··· INPUT DATA

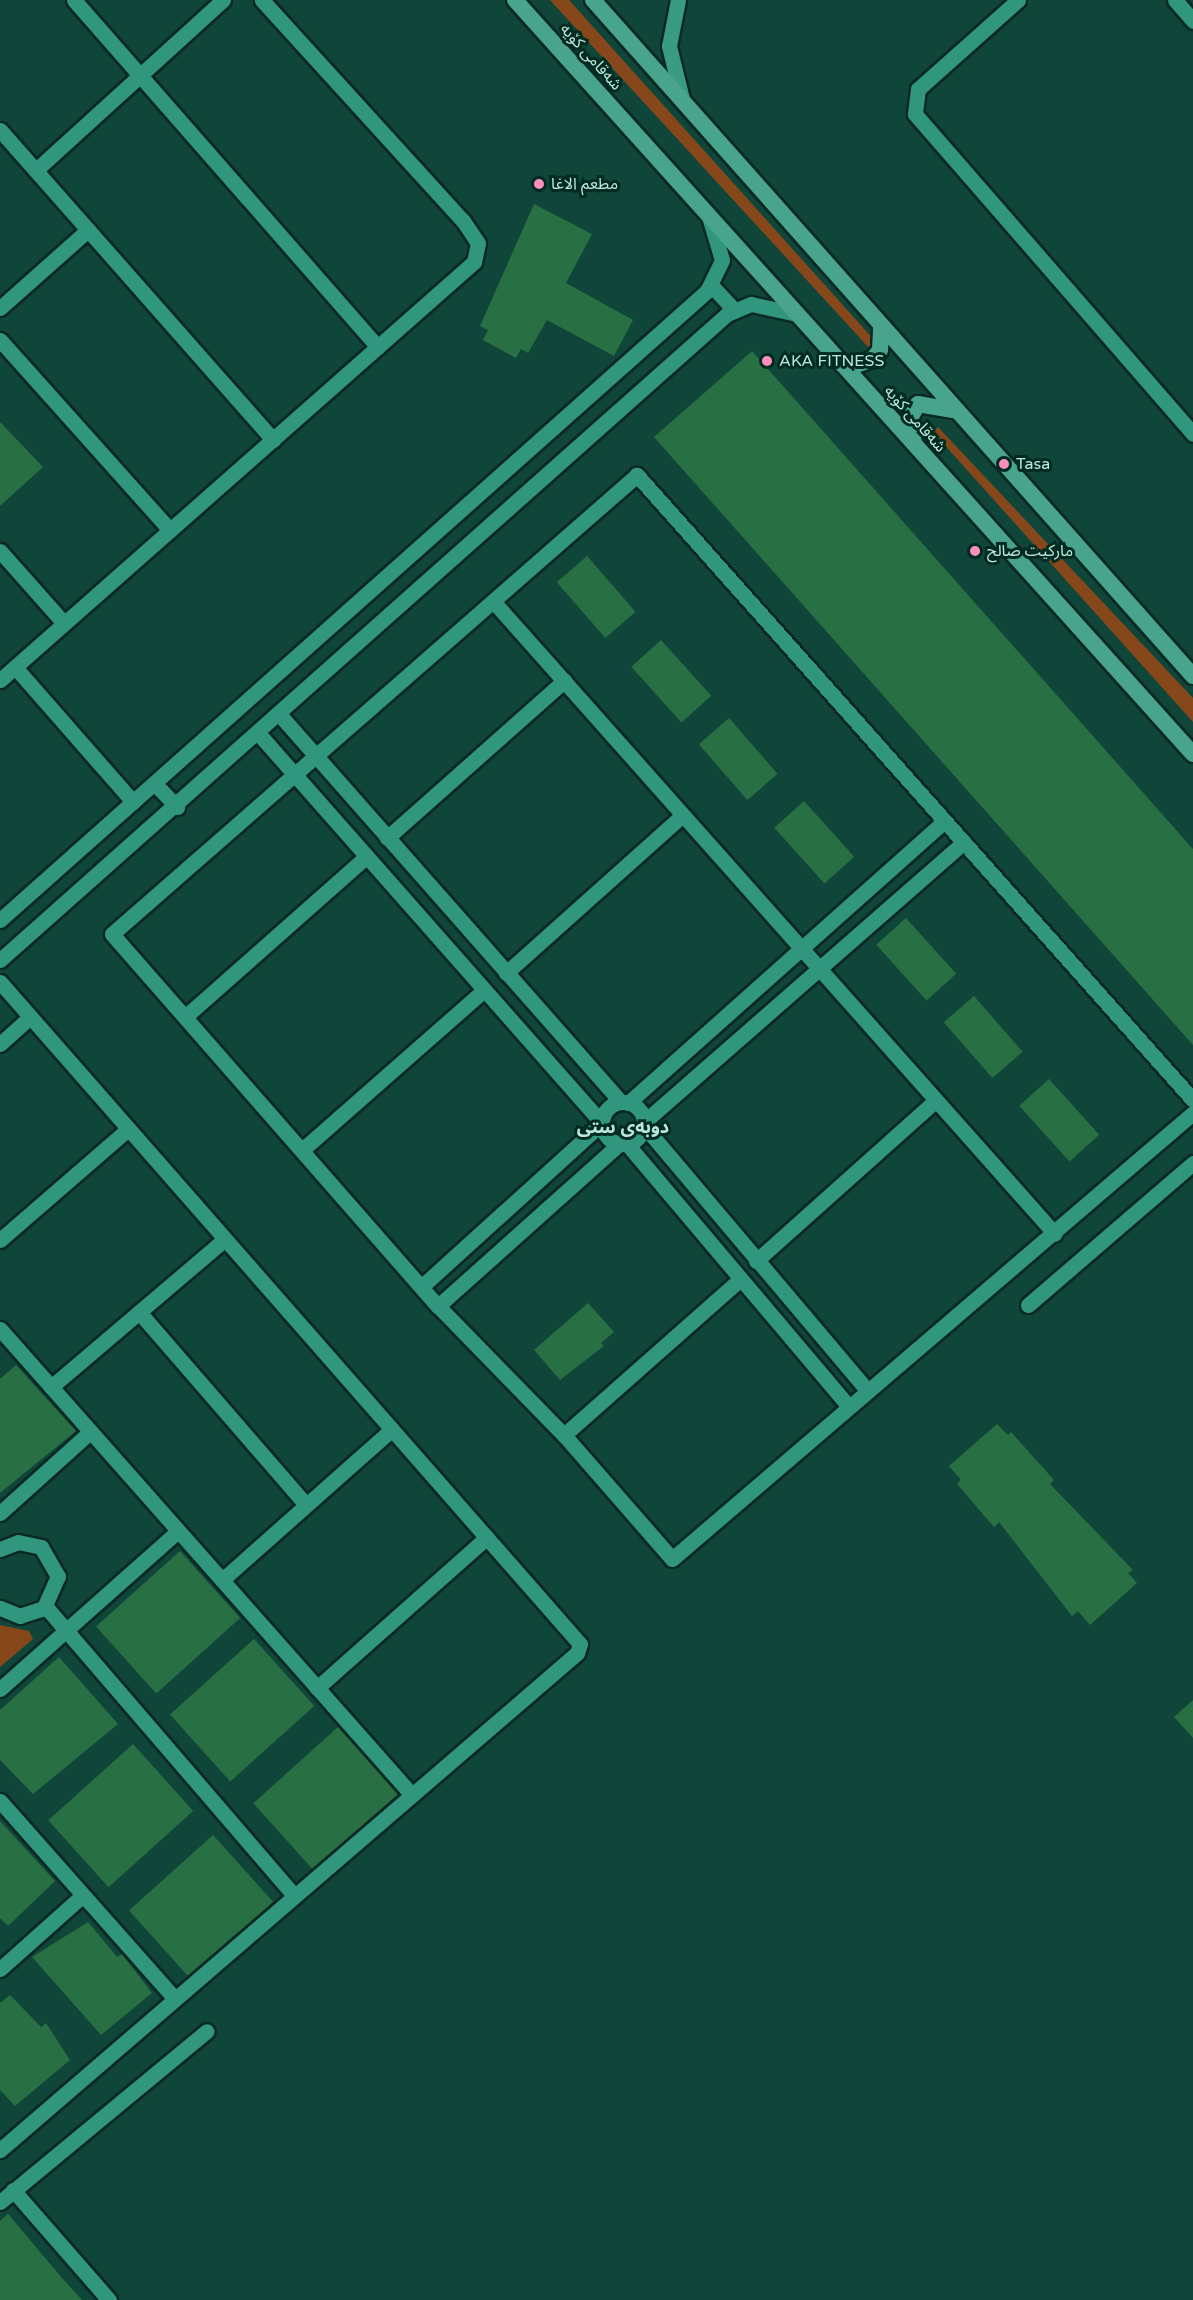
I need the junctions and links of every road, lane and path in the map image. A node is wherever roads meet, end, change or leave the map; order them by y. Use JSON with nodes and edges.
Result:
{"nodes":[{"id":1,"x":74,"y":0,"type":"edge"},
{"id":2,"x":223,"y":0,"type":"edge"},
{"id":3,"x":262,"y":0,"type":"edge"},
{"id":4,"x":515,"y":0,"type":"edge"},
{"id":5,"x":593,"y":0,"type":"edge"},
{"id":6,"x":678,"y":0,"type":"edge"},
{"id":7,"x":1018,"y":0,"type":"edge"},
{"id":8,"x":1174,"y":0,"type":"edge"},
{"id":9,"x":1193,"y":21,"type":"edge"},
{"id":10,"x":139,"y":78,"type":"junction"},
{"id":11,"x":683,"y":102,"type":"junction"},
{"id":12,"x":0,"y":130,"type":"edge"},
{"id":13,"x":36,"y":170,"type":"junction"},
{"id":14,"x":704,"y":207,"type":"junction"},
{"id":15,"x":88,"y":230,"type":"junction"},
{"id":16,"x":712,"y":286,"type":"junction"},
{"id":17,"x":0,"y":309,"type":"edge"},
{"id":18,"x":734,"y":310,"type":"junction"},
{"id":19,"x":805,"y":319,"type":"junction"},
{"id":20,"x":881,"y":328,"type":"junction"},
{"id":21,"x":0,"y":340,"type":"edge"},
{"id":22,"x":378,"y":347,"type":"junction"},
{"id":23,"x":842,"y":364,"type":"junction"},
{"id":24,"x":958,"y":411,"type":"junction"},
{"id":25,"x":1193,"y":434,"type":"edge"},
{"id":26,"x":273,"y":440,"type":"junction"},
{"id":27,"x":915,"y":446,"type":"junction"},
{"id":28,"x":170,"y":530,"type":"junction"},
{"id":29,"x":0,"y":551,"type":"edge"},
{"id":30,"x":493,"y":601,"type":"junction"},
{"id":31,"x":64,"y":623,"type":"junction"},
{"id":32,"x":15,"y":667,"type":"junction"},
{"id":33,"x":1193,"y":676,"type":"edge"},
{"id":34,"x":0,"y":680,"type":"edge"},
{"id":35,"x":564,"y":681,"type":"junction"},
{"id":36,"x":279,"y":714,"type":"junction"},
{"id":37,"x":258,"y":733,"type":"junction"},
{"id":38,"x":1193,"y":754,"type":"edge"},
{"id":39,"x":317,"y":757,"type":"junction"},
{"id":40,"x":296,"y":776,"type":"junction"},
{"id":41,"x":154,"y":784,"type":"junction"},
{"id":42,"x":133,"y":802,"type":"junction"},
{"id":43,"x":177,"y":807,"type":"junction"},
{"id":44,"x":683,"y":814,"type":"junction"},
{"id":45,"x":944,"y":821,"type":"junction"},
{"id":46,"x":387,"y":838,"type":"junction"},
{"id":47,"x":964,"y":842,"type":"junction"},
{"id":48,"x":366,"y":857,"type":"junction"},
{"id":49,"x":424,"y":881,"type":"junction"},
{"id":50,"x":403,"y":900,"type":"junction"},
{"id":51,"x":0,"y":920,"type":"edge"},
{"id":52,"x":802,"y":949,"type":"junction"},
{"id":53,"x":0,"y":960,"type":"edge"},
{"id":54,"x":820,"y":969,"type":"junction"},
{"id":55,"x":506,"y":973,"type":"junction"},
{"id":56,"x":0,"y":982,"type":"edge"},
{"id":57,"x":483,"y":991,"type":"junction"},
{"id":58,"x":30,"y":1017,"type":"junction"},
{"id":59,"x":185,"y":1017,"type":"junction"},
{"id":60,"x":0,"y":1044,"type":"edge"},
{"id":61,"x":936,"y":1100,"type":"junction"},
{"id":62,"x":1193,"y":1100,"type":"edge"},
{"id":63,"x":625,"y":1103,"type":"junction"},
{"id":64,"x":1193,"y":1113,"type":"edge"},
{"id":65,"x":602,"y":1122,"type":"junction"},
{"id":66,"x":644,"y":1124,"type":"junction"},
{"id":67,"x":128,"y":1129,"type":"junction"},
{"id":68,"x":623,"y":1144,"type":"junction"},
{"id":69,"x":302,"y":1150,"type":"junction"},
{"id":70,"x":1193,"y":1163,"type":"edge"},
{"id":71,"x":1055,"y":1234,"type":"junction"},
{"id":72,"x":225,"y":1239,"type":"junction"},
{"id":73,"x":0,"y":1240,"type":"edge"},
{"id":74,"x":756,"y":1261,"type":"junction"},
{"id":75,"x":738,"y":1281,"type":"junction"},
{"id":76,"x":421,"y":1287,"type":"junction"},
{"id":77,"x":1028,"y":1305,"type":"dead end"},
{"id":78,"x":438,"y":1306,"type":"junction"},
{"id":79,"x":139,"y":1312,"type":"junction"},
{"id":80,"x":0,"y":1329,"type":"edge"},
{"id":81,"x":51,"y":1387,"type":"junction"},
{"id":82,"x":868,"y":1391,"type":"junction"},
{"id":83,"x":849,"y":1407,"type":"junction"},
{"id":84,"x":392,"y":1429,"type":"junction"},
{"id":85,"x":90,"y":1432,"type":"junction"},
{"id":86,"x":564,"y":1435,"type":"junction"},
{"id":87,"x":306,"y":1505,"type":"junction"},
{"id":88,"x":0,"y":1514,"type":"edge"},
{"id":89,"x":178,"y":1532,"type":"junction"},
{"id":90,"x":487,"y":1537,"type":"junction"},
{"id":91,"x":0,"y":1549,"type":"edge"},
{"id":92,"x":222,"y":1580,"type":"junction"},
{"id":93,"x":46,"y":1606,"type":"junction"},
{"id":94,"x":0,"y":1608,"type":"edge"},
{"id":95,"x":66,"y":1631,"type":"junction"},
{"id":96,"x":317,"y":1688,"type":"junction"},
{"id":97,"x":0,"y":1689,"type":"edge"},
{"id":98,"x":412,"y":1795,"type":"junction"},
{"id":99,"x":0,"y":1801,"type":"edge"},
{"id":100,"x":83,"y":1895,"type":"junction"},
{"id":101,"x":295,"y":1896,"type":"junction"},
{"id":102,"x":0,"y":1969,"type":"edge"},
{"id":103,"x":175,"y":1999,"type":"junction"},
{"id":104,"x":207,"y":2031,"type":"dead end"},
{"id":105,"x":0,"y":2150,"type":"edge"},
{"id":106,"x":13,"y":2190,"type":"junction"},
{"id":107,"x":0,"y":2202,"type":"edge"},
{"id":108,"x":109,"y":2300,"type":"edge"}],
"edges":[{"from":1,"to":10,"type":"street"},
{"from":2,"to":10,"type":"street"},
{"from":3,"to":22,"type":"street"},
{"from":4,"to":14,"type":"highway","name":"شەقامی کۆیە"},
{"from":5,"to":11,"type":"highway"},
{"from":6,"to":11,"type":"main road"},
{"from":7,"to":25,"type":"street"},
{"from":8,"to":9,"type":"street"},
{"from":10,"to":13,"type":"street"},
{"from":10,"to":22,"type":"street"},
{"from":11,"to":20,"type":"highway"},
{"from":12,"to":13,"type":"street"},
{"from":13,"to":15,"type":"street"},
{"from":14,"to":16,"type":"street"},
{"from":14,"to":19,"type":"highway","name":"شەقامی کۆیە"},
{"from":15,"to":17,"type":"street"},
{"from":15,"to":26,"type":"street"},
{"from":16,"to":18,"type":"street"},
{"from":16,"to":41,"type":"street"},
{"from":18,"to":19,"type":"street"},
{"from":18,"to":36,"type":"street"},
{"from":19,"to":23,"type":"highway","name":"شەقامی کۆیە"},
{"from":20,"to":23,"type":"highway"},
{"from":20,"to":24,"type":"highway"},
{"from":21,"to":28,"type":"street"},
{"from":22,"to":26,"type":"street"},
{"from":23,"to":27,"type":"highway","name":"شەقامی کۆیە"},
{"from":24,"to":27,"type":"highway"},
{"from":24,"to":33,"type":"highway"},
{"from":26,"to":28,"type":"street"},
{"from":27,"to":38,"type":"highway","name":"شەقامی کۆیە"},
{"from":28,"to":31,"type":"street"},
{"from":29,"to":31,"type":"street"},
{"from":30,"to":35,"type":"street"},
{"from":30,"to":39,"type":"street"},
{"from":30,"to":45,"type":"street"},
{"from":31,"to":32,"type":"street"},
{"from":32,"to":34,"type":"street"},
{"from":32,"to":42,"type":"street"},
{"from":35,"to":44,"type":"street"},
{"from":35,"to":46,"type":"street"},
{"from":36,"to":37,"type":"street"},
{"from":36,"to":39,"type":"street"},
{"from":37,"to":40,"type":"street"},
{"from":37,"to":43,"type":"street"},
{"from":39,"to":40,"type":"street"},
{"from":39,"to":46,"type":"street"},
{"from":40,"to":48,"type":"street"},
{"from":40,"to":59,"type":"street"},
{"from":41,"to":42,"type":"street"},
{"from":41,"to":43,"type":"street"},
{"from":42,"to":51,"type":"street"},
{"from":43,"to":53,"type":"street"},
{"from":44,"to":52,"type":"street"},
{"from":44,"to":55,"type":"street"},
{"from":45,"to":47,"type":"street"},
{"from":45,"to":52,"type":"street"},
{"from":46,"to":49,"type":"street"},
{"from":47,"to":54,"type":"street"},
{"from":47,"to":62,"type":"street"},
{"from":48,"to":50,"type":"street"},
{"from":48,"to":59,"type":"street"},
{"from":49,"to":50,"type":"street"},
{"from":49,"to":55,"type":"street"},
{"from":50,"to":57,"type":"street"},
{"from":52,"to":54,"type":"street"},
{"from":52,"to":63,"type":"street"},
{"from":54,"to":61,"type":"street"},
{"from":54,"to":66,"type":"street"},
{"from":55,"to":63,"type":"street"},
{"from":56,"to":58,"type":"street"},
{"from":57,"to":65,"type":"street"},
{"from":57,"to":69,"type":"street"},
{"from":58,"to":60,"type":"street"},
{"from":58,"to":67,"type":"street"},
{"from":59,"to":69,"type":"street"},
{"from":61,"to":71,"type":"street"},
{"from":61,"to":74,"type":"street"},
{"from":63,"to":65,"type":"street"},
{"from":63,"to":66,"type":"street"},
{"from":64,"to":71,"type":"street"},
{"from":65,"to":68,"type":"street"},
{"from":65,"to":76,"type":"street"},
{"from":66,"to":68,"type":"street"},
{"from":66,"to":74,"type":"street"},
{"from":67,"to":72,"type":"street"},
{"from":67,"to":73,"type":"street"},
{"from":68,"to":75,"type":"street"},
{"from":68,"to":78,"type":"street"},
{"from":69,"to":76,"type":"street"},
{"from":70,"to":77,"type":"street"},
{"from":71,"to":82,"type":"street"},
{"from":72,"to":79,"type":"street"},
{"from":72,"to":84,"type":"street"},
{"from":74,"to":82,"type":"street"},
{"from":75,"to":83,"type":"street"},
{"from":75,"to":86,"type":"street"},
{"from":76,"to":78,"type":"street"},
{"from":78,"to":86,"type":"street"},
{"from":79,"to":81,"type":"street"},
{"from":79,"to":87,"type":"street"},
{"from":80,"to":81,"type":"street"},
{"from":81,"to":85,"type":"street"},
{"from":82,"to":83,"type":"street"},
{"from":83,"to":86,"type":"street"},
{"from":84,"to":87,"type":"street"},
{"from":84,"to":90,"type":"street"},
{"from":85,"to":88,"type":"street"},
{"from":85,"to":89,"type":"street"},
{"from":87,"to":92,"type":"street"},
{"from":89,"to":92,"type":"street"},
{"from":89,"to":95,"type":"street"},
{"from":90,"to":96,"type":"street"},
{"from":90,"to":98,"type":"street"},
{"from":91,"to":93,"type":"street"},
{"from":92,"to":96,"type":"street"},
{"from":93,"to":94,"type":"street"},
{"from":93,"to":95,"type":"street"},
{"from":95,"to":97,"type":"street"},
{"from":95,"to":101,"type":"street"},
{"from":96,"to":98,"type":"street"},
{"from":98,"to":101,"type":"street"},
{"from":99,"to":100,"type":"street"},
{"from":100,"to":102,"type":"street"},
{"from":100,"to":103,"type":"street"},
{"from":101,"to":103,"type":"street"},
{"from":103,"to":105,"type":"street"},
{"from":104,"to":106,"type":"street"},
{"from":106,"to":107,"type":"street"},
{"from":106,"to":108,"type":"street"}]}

······

WORK TO BE COMPLETED
Copy each line of the data that includes the word "dead".

RESPONSE AREA
{"id":77,"x":1028,"y":1305,"type":"dead end"},
{"id":104,"x":207,"y":2031,"type":"dead end"},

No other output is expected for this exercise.